Task input section start

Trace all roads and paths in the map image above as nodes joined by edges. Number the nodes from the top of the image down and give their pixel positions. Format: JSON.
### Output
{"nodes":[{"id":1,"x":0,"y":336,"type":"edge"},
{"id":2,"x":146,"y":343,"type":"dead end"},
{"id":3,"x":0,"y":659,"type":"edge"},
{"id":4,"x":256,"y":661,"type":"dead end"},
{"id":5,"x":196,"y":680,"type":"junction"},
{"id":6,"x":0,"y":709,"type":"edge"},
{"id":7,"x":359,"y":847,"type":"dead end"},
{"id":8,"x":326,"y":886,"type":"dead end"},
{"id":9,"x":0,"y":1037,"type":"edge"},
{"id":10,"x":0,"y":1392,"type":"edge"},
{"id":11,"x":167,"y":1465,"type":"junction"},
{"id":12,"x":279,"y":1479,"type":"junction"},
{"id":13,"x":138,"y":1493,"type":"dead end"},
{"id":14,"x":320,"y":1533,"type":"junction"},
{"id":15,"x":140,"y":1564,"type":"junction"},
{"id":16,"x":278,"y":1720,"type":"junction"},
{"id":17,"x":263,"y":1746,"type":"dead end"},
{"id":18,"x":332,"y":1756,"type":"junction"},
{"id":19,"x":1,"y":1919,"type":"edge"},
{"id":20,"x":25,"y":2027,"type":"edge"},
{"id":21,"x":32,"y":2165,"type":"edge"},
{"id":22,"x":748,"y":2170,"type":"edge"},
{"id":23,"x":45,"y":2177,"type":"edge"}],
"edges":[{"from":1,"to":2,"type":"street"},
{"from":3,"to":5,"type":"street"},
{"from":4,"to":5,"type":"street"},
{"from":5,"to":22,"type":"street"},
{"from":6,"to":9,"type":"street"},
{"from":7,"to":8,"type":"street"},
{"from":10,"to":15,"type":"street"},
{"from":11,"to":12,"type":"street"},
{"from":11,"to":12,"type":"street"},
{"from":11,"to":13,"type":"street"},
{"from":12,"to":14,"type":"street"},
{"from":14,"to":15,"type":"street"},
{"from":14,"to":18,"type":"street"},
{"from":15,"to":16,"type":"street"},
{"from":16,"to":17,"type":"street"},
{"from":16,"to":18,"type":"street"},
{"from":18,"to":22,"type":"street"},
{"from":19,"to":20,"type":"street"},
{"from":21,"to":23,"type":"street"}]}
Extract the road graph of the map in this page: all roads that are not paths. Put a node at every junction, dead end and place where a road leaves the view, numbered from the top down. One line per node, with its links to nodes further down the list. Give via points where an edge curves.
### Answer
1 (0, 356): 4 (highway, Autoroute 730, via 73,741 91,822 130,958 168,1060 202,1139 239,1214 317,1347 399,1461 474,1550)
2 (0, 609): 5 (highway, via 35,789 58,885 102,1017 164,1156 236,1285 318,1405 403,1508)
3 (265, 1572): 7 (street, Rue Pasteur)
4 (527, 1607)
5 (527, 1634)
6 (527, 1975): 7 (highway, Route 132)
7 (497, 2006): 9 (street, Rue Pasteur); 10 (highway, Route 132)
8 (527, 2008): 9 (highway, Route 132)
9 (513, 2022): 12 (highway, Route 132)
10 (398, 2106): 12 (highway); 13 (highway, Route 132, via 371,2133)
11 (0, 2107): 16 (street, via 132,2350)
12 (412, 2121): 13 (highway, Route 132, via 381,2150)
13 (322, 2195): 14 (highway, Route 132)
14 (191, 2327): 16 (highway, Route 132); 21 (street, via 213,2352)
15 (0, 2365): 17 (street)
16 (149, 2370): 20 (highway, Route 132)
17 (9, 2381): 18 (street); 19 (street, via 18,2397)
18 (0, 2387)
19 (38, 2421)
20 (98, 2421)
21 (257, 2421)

Task input section end

Problem details:
Reproduce every line of the data verbatim.

Result of the task:
Trace all roads and paths in the map image above as nodes joined by edges. Number the nodes from the top of the image down and give their pixel positions. Format: JSON.
### Output
{"nodes":[{"id":1,"x":0,"y":336,"type":"edge"},
{"id":2,"x":146,"y":343,"type":"dead end"},
{"id":3,"x":0,"y":659,"type":"edge"},
{"id":4,"x":256,"y":661,"type":"dead end"},
{"id":5,"x":196,"y":680,"type":"junction"},
{"id":6,"x":0,"y":709,"type":"edge"},
{"id":7,"x":359,"y":847,"type":"dead end"},
{"id":8,"x":326,"y":886,"type":"dead end"},
{"id":9,"x":0,"y":1037,"type":"edge"},
{"id":10,"x":0,"y":1392,"type":"edge"},
{"id":11,"x":167,"y":1465,"type":"junction"},
{"id":12,"x":279,"y":1479,"type":"junction"},
{"id":13,"x":138,"y":1493,"type":"dead end"},
{"id":14,"x":320,"y":1533,"type":"junction"},
{"id":15,"x":140,"y":1564,"type":"junction"},
{"id":16,"x":278,"y":1720,"type":"junction"},
{"id":17,"x":263,"y":1746,"type":"dead end"},
{"id":18,"x":332,"y":1756,"type":"junction"},
{"id":19,"x":1,"y":1919,"type":"edge"},
{"id":20,"x":25,"y":2027,"type":"edge"},
{"id":21,"x":32,"y":2165,"type":"edge"},
{"id":22,"x":748,"y":2170,"type":"edge"},
{"id":23,"x":45,"y":2177,"type":"edge"}],
"edges":[{"from":1,"to":2,"type":"street"},
{"from":3,"to":5,"type":"street"},
{"from":4,"to":5,"type":"street"},
{"from":5,"to":22,"type":"street"},
{"from":6,"to":9,"type":"street"},
{"from":7,"to":8,"type":"street"},
{"from":10,"to":15,"type":"street"},
{"from":11,"to":12,"type":"street"},
{"from":11,"to":12,"type":"street"},
{"from":11,"to":13,"type":"street"},
{"from":12,"to":14,"type":"street"},
{"from":14,"to":15,"type":"street"},
{"from":14,"to":18,"type":"street"},
{"from":15,"to":16,"type":"street"},
{"from":16,"to":17,"type":"street"},
{"from":16,"to":18,"type":"street"},
{"from":18,"to":22,"type":"street"},
{"from":19,"to":20,"type":"street"},
{"from":21,"to":23,"type":"street"}]}
Extract the road graph of the map in this page: all roads that are not paths. Put a node at every junction, dead end and place where a road leaves the view, numbered from the top down. One line per node, with its links to nodes further down the list. Give via points where an edge curves.
### Answer
1 (0, 356): 4 (highway, Autoroute 730, via 73,741 91,822 130,958 168,1060 202,1139 239,1214 317,1347 399,1461 474,1550)
2 (0, 609): 5 (highway, via 35,789 58,885 102,1017 164,1156 236,1285 318,1405 403,1508)
3 (265, 1572): 7 (street, Rue Pasteur)
4 (527, 1607)
5 (527, 1634)
6 (527, 1975): 7 (highway, Route 132)
7 (497, 2006): 9 (street, Rue Pasteur); 10 (highway, Route 132)
8 (527, 2008): 9 (highway, Route 132)
9 (513, 2022): 12 (highway, Route 132)
10 (398, 2106): 12 (highway); 13 (highway, Route 132, via 371,2133)
11 (0, 2107): 16 (street, via 132,2350)
12 (412, 2121): 13 (highway, Route 132, via 381,2150)
13 (322, 2195): 14 (highway, Route 132)
14 (191, 2327): 16 (highway, Route 132); 21 (street, via 213,2352)
15 (0, 2365): 17 (street)
16 (149, 2370): 20 (highway, Route 132)
17 (9, 2381): 18 (street); 19 (street, via 18,2397)
18 (0, 2387)
19 (38, 2421)
20 (98, 2421)
21 (257, 2421)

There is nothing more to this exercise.